Managed services player AdEPT has seen its fortunes improve as a result of its decision to acquire Datrix last April.
The channel player shared its full-year numbers for the 12 months ended 31 March, with it clear that the move for Datrix has given the firm a chance to get deeper into the strong software-defined wide area networking (SD-WAN) and secure access service edge (SASE) markets.
“The acquisition of Datrix, in April 2021, significantly extended the group’s capabilities and enabled AdEPT to increase its potential ‘wallet share’ in the ever-expanding ICT space,” said Phil Race, CEO of AdEPT. “The introduction of new partnerships and services that allow AdEPT to tap into the fast-growing markets of SD-WAN and SASE is leading to significant sales successes.
“During the period, this team secured significant projects with organisations, including Nottinghamshire County Council, the Royal Surrey County Hospital, Public Health England and Trident IP.”
The business was in a position to reinstate a dividend after revenues increased by 18% to £68.1m and gross profit improved by 17% to £32.4m. Recurring revenues now represent 73.6% of the total.
Cloud-centric strategic services revenues were up 18% to £29.5m and the firm continued to change the business, with the total revenues coming from traditional telephony, as a percentage of total revenues, reduced to 13% from 19% in the same period last year. Managed services accounted for 87% of revenue and Ebitda, and the business added more than 100 fresh customers in the year.
AdEPT also indicated to investors that the focus was now solely on delivering strong organic growth and reducing senior debt.

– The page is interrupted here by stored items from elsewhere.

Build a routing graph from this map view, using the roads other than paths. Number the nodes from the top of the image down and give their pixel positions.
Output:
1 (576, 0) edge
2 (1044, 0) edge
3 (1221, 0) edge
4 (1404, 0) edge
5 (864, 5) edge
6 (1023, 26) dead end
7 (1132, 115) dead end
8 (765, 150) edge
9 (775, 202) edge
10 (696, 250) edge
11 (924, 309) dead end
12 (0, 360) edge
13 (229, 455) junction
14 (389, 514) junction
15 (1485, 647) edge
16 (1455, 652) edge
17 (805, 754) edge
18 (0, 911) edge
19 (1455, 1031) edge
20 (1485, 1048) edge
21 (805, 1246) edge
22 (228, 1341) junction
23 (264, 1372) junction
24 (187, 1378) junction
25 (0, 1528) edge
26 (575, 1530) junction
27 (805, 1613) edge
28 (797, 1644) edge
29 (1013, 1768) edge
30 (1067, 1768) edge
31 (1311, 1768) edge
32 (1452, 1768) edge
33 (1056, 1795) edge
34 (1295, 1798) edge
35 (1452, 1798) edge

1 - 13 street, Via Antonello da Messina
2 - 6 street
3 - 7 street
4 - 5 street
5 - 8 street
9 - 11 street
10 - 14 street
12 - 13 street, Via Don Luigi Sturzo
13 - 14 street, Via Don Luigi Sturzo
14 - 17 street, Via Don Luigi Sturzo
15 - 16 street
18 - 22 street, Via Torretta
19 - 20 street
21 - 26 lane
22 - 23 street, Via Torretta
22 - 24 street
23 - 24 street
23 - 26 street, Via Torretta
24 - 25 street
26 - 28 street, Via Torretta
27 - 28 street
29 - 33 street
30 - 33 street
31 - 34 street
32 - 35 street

Race said the firm was in a strong position, with demand continuing to rise, and there were plenty of reasons to be optimistic about the fiscal year ahead.
“The technology market is vibrant and growing, underpinned by the evolution of our working patterns, during and after the pandemic, and the need for business-critical cyber security across all digital services,” he said.
“The new financial year has started well, with the group building on the momentum gained in Q4. This, combined with our comprehensive portfolio of capabilities, our extensive and strong industry partnership and numerous flagship references from across the public and private sectors, gives us confidence in prospects for the group both in the year ahead and beyond.”